Market research is involved before an IDIQ contract is awarded and there are program offices dedicated to the process. An IDIQ contract allows for a certain amount of contract process streamlining, as negotiations can be made only with the selected company (or companies), and such contracts are exempt from protest, per Federal Acquisition Regulations Subpart 33.

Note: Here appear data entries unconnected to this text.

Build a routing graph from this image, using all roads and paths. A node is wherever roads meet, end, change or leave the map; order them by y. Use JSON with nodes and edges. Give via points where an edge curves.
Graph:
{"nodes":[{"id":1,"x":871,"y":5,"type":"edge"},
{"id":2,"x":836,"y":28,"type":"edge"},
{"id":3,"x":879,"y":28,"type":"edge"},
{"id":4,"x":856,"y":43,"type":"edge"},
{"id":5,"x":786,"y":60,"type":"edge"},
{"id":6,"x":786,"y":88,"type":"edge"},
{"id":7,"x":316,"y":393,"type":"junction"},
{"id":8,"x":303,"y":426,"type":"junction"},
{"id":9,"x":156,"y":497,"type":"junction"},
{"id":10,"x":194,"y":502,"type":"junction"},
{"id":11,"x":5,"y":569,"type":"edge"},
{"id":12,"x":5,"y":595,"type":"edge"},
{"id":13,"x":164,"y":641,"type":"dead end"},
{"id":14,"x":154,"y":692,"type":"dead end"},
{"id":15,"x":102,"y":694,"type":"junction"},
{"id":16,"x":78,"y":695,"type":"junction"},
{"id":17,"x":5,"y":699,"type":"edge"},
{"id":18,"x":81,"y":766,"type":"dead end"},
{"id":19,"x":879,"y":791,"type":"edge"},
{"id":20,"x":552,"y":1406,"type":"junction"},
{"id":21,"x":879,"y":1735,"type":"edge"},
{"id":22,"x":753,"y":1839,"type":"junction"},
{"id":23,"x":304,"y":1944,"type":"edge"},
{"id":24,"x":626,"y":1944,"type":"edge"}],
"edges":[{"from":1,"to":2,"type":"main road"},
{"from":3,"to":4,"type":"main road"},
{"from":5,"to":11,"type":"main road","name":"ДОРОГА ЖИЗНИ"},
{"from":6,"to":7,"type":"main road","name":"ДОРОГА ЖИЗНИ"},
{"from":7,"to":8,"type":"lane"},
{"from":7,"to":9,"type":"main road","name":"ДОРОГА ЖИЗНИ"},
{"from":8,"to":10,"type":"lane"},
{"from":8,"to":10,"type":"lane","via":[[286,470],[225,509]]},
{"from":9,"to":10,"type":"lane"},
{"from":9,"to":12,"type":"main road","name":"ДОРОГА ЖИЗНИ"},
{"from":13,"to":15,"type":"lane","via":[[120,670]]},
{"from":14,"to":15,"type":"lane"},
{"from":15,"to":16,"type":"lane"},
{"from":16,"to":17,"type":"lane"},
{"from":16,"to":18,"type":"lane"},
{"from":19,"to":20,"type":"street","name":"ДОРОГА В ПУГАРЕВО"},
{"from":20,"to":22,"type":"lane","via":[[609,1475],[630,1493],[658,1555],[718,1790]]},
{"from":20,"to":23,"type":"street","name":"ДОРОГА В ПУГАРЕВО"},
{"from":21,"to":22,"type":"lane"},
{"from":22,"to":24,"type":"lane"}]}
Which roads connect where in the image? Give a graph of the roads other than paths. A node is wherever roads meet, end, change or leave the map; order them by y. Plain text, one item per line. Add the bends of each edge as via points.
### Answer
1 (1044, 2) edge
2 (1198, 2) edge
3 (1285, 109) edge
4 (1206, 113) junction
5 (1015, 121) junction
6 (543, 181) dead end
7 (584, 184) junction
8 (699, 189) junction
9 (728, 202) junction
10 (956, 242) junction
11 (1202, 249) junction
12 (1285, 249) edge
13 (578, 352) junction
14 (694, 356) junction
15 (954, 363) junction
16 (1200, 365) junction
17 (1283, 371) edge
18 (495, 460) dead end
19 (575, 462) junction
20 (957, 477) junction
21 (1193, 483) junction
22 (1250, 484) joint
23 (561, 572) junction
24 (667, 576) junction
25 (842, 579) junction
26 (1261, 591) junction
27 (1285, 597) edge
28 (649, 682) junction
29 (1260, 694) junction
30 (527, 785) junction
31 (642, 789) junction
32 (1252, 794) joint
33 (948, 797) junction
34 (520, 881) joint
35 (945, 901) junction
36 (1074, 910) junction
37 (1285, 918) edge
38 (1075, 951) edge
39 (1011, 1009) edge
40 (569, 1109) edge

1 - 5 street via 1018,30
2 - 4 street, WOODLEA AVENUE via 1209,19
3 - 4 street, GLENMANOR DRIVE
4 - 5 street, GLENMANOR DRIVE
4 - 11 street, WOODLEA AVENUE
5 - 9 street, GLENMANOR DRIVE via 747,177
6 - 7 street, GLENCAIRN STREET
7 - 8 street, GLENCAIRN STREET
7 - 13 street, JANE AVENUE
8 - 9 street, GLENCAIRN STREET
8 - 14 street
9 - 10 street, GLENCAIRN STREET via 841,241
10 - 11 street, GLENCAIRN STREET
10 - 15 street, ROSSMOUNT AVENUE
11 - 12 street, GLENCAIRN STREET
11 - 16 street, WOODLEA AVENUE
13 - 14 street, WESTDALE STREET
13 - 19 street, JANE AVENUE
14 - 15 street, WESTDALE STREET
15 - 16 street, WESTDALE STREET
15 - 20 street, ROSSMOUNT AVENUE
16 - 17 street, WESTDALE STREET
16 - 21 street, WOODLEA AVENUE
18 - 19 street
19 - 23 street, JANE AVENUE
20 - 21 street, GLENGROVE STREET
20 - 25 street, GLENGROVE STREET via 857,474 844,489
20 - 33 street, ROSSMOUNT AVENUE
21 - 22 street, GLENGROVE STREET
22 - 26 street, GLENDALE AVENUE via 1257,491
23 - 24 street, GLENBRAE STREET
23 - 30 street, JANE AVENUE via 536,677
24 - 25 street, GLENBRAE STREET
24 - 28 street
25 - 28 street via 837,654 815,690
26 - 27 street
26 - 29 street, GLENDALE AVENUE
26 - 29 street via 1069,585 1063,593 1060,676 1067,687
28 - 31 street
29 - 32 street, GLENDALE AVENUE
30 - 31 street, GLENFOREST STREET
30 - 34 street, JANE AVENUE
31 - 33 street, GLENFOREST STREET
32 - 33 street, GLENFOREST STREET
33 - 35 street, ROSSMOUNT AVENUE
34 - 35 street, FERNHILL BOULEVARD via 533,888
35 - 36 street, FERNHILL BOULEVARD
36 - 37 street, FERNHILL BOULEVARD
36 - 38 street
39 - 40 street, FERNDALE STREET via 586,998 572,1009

IDIQ contracts are frequently awarded by various U.S. government agencies, including the General Services Administration (GSA) and Department of Defense. They can be in the form of multi-agency contracts under the Government-Wide Acquisition Contracts (GWAC) system, or they may be government agency-specific contracts. In recent years, non-federal government entities have implemented the utilization of this terminology as it relates to task order contracts and job order contracting.

==History==
For federal information technology contracts, the use of GWAC and IDIQ Multiple Award practices grew during and beyond the 1990s. Traditionally, products and services acquired via GSA-awarded contracts were resold by GSA throughout the federal government. For example, GSA resold long-distance telecommunications services, telephone equipment, and professional services, based on GSA IDIQ contracts with private-sector suppliers. Also, GSA oversaw information technology procurements conducted by other executive branch agencies. Each of those procurements was for use by the agency conducting the procurement. In the early 1990s, Information Resources Management Service commissioner Thomas J. Buckholtz proposed that GSA offer agencies opportunities to conduct their procurements so that all agencies could buy from the resulting contracts. By early 1993, twenty-four non-GSA projects were pursuing GWAC procurements. In 2006, a journalist estimated a total of $290 billion of then-current GWAC activity, including contracts still in use, procurements out to bid, and procurements being planned.